FINAL PATHOLOGIC DIAGNOSIS:

Kidney/retroperitoneum, mass, left, core biopsy: Renal carcinoid tumor (neuroendocrine tumor)

Primary renal carcinoid tumor is extremely rare, with less than 100 cases reported in literature. Neuroendocrine cells are not a normal part of the kidney. It is hypothesized that small rests of the cells may be acquired through metaplasia, a result of congenital abnormality, abnormal embryonal cellular migration, or represent metastasis of unknown primary. Most are found incidentally or a result of mass effect rather than carcinoid syndrome. Often, the tumors are hypodense and do not enhance.

In this case, there is equivocal but suspected enhancement on the CT, although given the size and appearance, a high suspicion for neoplasm is present.
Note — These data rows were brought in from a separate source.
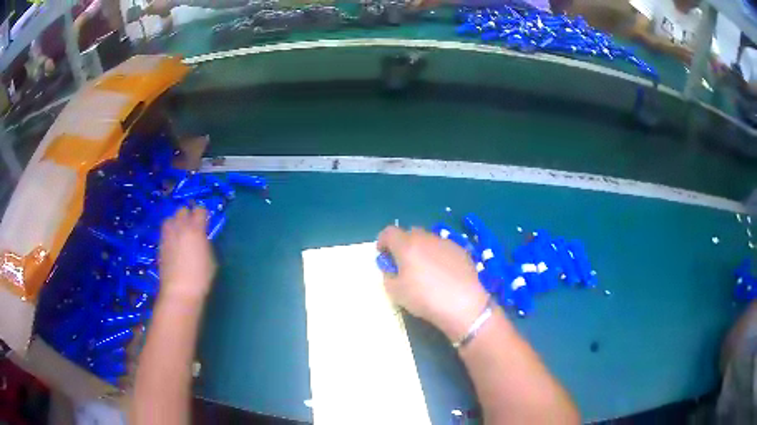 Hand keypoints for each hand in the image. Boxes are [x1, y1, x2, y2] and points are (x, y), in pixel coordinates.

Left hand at [159, 207, 215, 303]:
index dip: (204, 215)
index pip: (200, 210)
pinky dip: (170, 233)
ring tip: (181, 232)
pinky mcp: (160, 244)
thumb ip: (206, 243)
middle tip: (193, 227)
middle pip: (183, 210)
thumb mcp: (211, 259)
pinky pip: (165, 231)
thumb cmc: (200, 277)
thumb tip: (202, 239)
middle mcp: (180, 227)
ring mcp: (168, 235)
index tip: (206, 223)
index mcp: (196, 229)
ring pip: (170, 218)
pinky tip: (174, 243)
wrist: (179, 291)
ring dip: (176, 222)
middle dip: (188, 215)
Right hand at [377, 226, 488, 341]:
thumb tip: (392, 268)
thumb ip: (388, 275)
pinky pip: (443, 248)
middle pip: (410, 233)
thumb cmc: (424, 298)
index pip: (389, 232)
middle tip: (403, 263)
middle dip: (403, 245)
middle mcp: (426, 238)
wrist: (463, 303)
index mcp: (407, 245)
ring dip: (422, 249)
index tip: (383, 255)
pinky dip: (438, 256)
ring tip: (425, 270)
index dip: (383, 241)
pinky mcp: (461, 250)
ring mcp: (446, 242)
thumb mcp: (395, 292)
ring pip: (428, 240)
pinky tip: (443, 274)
Rather than perform an expensive subtraction MRI, ultrasound was utilized to confirm the vascular nature of this neoplasm.

The ultrasound images are very helpful in demonstrating the important principal of careful Doppler interrogation, as the sonologist originally reported that no flow is present within the mass. However, after encouragement to perform a more careful evaluation, several areas of color Doppler and spectral arterial flow were identified in the solid portion of the mass, indicating that this is not a complex renal cyst compared by hemorrhage but rather a solid, vascular neoplasm. At that point, the patient could proceed directly to image guided biopsy for final pathologic diagnosis.